Рене почувствовал, что на его плечо легла рука. Он повернул голову. Рядом стоял Жиль и задумчиво смотрел на безмятежно-спокойное море.
— Ты знаешь какую-нибудь молитву, мальчик? — спросил он.
Как Рене ни было плохо, он не выдержал и усмехнулся. Знает ли он какую-нибудь молитву! Если бы он мог сейчас читать молитвы, он бы, наверное, по возвращении во Францию вернулся бы в семинарию.
— Нет, — сказал он. — Я все забыл. — Рене немного помолчал, надеясь, что боль отпустит, но она даже не подумала это сделать. Так больно ему не было никогда, даже когда умер отец. — Это я виноват, — не поднимая головы, сказал он Жилю. — Не надо было разрешать ему лезть на этот проклятый корабль!

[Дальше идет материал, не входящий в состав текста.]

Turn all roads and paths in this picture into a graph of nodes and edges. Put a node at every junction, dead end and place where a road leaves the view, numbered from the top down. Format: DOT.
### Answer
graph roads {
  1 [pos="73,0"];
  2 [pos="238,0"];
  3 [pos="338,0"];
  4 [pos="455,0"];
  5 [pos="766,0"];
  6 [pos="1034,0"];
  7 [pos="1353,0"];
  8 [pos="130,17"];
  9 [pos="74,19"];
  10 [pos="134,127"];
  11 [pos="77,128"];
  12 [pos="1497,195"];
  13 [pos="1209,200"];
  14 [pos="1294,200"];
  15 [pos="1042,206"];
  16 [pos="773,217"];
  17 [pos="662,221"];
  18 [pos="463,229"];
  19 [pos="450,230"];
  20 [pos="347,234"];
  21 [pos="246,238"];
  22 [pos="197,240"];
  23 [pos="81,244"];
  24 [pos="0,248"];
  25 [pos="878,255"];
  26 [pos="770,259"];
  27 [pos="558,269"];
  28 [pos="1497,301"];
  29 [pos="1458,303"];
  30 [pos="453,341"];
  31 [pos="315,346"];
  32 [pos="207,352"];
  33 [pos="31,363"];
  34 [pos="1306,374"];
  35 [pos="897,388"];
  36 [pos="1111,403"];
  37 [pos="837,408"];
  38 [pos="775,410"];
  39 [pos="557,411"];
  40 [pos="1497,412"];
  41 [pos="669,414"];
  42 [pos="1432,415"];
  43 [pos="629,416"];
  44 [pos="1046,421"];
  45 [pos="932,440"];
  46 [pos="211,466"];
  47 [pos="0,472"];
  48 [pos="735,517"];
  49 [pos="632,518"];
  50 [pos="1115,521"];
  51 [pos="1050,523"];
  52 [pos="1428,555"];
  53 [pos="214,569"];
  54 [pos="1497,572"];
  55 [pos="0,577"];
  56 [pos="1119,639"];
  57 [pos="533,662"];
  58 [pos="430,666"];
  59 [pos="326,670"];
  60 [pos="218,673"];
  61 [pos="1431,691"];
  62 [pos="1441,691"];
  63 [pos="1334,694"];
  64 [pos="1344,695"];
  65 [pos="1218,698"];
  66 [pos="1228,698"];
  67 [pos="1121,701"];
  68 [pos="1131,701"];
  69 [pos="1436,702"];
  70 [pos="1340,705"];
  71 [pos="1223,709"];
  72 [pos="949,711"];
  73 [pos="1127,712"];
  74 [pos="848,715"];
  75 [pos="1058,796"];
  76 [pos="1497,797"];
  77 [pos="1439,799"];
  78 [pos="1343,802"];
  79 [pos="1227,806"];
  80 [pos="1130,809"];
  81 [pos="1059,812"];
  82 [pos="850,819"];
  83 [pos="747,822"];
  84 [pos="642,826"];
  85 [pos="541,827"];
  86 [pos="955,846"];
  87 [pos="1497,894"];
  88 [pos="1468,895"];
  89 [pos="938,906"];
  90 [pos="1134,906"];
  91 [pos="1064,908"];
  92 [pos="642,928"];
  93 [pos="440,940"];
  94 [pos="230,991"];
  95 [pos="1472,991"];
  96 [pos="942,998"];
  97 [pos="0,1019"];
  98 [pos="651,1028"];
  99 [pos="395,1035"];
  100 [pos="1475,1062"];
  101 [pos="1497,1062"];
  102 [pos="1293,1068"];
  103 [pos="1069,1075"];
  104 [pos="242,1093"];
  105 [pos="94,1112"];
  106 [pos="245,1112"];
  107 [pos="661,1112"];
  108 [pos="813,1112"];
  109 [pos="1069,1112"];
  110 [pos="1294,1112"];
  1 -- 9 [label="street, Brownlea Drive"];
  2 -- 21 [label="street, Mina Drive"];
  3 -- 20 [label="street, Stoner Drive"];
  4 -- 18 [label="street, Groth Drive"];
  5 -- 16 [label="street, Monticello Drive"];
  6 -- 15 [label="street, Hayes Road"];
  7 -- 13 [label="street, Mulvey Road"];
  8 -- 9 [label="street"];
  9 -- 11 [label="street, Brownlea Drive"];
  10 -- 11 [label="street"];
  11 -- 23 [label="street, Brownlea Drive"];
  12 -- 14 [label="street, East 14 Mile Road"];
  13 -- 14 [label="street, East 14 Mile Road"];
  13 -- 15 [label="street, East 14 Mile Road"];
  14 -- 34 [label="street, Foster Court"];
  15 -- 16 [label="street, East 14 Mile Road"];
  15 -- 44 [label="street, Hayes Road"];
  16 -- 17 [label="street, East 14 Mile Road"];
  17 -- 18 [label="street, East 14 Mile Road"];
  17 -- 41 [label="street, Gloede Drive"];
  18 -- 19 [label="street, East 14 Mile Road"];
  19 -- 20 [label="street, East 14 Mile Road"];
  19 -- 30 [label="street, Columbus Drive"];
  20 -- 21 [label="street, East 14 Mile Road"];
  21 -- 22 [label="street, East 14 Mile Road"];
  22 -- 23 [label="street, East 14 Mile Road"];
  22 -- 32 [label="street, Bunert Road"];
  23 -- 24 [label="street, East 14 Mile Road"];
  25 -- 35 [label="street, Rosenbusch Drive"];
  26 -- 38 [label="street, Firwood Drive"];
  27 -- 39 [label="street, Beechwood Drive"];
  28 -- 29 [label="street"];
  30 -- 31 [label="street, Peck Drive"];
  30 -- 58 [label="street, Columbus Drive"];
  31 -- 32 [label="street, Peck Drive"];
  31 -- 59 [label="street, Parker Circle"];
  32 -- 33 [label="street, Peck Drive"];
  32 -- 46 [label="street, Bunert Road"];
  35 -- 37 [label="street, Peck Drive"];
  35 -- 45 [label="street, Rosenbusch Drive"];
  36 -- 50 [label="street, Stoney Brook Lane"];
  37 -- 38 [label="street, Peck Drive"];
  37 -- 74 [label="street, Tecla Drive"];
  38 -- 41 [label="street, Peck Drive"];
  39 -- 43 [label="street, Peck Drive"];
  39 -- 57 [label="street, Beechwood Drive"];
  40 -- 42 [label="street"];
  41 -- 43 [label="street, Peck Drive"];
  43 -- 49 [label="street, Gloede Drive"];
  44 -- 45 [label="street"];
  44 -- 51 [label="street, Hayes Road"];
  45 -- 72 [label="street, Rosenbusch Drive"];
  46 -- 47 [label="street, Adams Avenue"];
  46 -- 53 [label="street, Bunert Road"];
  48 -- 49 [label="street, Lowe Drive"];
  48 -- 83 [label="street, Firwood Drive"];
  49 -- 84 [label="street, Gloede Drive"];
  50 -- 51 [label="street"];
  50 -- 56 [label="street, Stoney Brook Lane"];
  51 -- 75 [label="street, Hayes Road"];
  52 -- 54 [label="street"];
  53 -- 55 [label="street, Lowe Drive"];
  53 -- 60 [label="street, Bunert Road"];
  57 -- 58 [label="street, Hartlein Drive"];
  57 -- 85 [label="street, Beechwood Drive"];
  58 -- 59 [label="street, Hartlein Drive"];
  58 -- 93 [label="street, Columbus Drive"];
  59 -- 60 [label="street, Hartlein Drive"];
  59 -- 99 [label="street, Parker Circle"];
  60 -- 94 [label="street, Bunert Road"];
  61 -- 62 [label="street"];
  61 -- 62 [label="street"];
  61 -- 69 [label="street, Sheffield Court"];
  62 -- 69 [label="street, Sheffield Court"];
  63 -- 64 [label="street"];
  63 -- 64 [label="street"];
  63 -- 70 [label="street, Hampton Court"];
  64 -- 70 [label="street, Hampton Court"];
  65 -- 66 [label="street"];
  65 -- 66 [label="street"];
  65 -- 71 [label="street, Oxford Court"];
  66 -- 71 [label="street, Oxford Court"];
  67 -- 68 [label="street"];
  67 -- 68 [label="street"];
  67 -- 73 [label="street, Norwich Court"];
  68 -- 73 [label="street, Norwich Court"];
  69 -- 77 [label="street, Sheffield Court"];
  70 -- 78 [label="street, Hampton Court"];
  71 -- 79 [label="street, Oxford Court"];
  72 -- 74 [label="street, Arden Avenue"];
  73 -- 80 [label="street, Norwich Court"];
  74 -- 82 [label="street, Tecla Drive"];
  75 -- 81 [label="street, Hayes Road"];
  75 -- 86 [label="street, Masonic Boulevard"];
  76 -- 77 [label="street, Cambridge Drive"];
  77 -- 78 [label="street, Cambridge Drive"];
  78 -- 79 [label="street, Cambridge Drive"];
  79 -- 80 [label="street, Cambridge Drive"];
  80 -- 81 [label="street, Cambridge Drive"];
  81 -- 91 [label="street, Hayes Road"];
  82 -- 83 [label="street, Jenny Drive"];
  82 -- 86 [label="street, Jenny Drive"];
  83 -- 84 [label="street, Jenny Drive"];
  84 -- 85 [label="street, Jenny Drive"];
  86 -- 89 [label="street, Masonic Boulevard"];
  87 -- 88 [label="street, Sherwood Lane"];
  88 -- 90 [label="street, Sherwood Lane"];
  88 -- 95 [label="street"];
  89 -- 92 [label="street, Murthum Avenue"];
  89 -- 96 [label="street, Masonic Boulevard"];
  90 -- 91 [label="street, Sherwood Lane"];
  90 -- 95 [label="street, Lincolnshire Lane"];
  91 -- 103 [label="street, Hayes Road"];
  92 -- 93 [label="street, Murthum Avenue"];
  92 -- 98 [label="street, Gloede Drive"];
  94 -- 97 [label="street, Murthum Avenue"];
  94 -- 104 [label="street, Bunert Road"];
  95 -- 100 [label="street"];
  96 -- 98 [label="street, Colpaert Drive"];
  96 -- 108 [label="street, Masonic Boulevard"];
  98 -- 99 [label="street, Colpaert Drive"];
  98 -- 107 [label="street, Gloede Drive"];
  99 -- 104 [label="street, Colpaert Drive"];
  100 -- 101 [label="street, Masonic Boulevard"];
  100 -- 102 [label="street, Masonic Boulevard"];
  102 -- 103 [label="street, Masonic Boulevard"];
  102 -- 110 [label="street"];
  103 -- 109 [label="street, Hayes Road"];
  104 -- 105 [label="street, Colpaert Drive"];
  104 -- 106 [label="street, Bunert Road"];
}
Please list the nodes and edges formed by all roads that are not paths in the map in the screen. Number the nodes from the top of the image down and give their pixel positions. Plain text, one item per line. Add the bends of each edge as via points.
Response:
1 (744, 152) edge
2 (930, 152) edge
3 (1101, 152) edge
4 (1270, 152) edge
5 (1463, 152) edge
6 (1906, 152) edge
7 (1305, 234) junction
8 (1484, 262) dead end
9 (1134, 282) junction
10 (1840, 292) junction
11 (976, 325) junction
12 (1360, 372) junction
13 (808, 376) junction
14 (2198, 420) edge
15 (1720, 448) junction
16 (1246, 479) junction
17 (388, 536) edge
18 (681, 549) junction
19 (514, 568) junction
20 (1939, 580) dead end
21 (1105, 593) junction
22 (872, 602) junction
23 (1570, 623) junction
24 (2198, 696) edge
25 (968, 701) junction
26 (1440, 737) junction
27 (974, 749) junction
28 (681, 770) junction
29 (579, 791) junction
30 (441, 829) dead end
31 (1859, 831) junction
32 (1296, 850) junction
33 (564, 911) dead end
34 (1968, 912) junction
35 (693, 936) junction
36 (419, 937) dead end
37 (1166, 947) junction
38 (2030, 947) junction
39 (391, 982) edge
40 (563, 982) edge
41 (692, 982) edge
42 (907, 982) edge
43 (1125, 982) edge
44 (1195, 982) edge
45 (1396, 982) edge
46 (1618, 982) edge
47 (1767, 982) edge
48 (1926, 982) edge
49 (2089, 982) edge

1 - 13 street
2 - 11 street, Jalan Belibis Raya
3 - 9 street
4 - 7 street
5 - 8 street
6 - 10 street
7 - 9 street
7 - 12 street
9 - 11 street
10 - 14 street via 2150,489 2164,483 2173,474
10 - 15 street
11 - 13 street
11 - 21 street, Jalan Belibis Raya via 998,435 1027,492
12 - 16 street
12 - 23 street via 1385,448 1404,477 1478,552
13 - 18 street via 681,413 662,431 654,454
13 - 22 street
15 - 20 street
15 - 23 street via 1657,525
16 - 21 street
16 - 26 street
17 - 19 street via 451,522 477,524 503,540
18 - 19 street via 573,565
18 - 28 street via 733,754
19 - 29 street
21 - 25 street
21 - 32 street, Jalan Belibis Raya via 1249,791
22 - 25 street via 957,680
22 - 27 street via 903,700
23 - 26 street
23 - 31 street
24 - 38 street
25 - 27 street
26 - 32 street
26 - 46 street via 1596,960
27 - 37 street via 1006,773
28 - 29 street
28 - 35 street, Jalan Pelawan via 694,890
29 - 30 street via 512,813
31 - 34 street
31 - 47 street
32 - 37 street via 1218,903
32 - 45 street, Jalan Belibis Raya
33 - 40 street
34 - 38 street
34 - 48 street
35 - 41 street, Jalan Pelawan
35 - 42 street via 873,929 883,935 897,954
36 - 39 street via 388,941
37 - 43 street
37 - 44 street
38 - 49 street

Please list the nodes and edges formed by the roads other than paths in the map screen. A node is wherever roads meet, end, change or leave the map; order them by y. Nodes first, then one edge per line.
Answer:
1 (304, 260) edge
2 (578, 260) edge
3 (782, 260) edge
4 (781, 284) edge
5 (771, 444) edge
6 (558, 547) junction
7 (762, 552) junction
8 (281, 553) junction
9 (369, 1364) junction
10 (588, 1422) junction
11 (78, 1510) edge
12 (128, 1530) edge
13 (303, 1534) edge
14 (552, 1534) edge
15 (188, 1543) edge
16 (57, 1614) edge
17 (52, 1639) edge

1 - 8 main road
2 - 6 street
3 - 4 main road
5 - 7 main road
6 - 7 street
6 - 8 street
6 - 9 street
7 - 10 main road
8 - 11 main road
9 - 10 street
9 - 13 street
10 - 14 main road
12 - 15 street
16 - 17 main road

— Рене, мальчик. — Рука Жиля сжала его плечо. — Нет здесь никакой твоей вины! Я не хотел тебе говорить, но… Твой приятель все равно бы умер. Он был обречен, понимаешь? Его нога… Там уже началось заражение крови, я ничего не мог сделать. Только отрезать по самое бедро. В принципе это не так страшно, я уговаривал его пойти на это, но он не согласился. Он сам решил так умереть. В бою, а не на соломенной подстилке в трюме, как бездомная собака.
— Все равно это я виноват! — Рене поднял на него полные слез и отчаяния глаза. — Мне надо было ухаживать за его ногой. Нельзя было оставлять его одного! А пока я там с девками, он… — Слезы пролились из глаз, побежали по щекам ручьем, Рене сердито вытер их и с уверенностью знающего человека повторил: — Это я виноват.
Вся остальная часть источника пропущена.